## Exercise instructions
Without including any pictures, return the records below exactly as written.

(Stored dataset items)

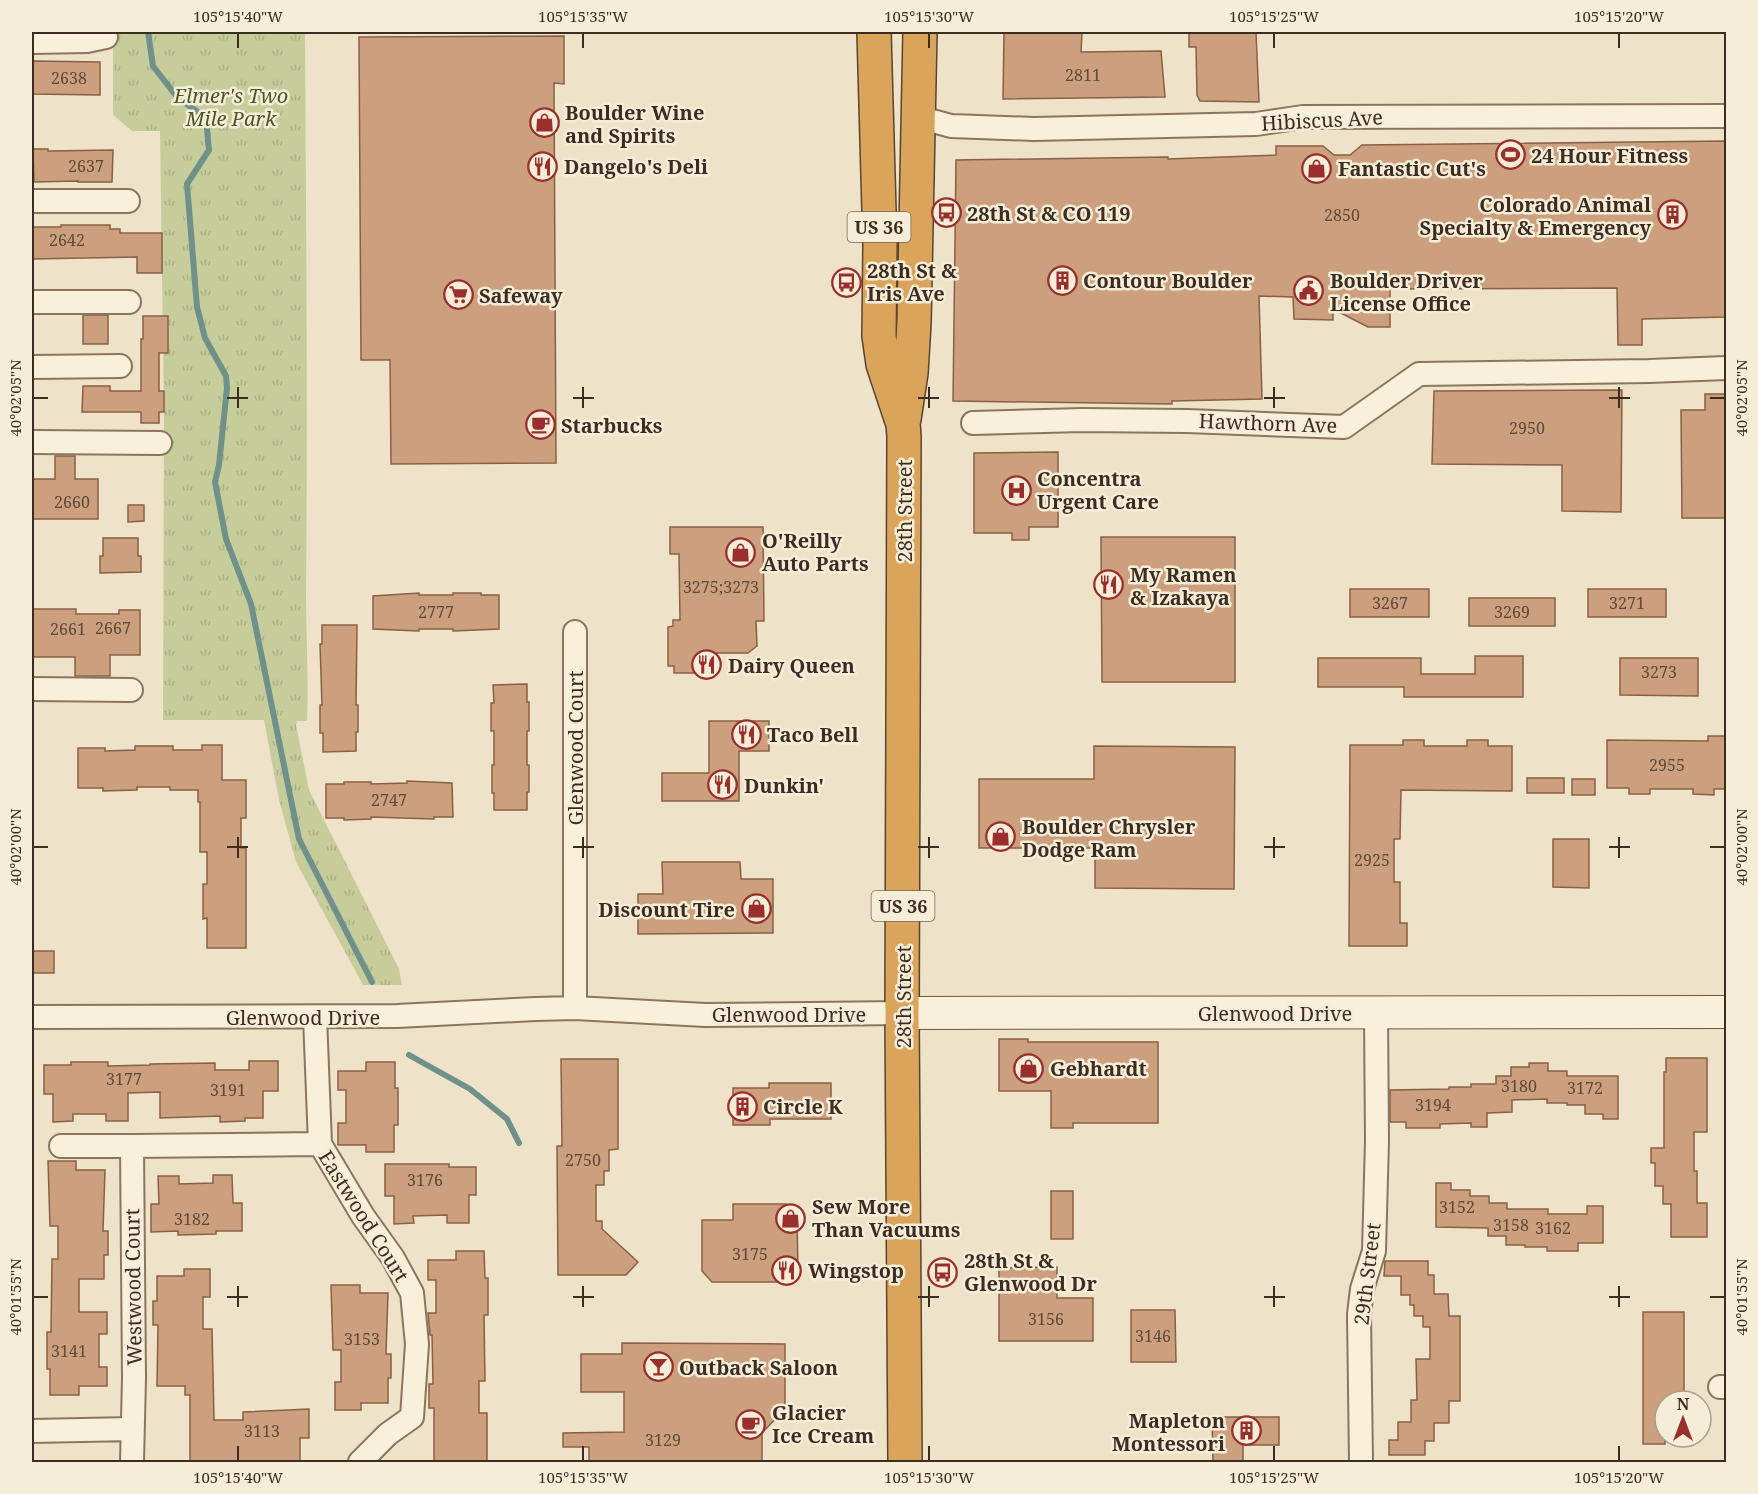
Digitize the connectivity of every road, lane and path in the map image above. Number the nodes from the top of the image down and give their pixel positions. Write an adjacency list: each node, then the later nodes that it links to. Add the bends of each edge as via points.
1 (874, 32): 15 (highway, 28th Street / US 36, via 879,336 883,364)
2 (920, 32): 6 (highway, 28th Street / US 36)
3 (106, 36): 4 (street, via 87,41)
4 (32, 42)
5 (1726, 116): 6 (street, Hibiscus Ave, via 1303,117 1256,124 1034,129 951,126)
6 (918, 117): 15 (highway, 28th Street / US 36, via 912,373)
7 (32, 201): 8 (street)
8 (128, 201)
9 (32, 302): 10 (street)
10 (129, 302)
11 (120, 366): 12 (street)
12 (32, 367)
13 (1726, 368): 14 (street, Hawthorn Ave, via 1419,374 1344,427 1187,421)
14 (973, 423)
15 (903, 424): 23 (highway, 28th Street / US 36)
16 (32, 442): 17 (street)
17 (160, 443)
18 (575, 632): 21 (street, Glenwood Court)
19 (32, 689): 20 (street)
20 (131, 690)
21 (575, 1008): 23 (street, Glenwood Drive, via 705,1015); 26 (street, Glenwood Drive)
22 (1726, 1012): 24 (street, Glenwood Drive)
23 (902, 1013): 24 (street, Glenwood Drive); 35 (highway, 28th Street / US 36)
24 (1376, 1013): 36 (street, 29th Street, via 1374,1251 1359,1314)
25 (32, 1017): 26 (street, Glenwood Drive)
26 (315, 1017): 27 (street, Eastwood Court)
27 (320, 1144): 29 (street); 34 (street, Eastwood Court, via 412,1293 417,1344 412,1417)
28 (61, 1146): 29 (street)
29 (132, 1146): 30 (street, Westwood Court)
30 (132, 1429): 31 (street); 32 (street, Westwood Court); 33 (street)
31 (32, 1431)
32 (132, 1462)
33 (146, 1462)
34 (360, 1462)
35 (905, 1462)
36 (1361, 1462)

## Exercise response
Digitize the connectivity of every road, lane and path in the map image above. Number the nodes from the top of the image down and give their pixel positions. Write an adjacency list: each node, then the later nodes that it links to. Add the bends of each edge as via points.
1 (874, 32): 15 (highway, 28th Street / US 36, via 879,336 883,364)
2 (920, 32): 6 (highway, 28th Street / US 36)
3 (106, 36): 4 (street, via 87,41)
4 (32, 42)
5 (1726, 116): 6 (street, Hibiscus Ave, via 1303,117 1256,124 1034,129 951,126)
6 (918, 117): 15 (highway, 28th Street / US 36, via 912,373)
7 (32, 201): 8 (street)
8 (128, 201)
9 (32, 302): 10 (street)
10 (129, 302)
11 (120, 366): 12 (street)
12 (32, 367)
13 (1726, 368): 14 (street, Hawthorn Ave, via 1419,374 1344,427 1187,421)
14 (973, 423)
15 (903, 424): 23 (highway, 28th Street / US 36)
16 (32, 442): 17 (street)
17 (160, 443)
18 (575, 632): 21 (street, Glenwood Court)
19 (32, 689): 20 (street)
20 (131, 690)
21 (575, 1008): 23 (street, Glenwood Drive, via 705,1015); 26 (street, Glenwood Drive)
22 (1726, 1012): 24 (street, Glenwood Drive)
23 (902, 1013): 24 (street, Glenwood Drive); 35 (highway, 28th Street / US 36)
24 (1376, 1013): 36 (street, 29th Street, via 1374,1251 1359,1314)
25 (32, 1017): 26 (street, Glenwood Drive)
26 (315, 1017): 27 (street, Eastwood Court)
27 (320, 1144): 29 (street); 34 (street, Eastwood Court, via 412,1293 417,1344 412,1417)
28 (61, 1146): 29 (street)
29 (132, 1146): 30 (street, Westwood Court)
30 (132, 1429): 31 (street); 32 (street, Westwood Court); 33 (street)
31 (32, 1431)
32 (132, 1462)
33 (146, 1462)
34 (360, 1462)
35 (905, 1462)
36 (1361, 1462)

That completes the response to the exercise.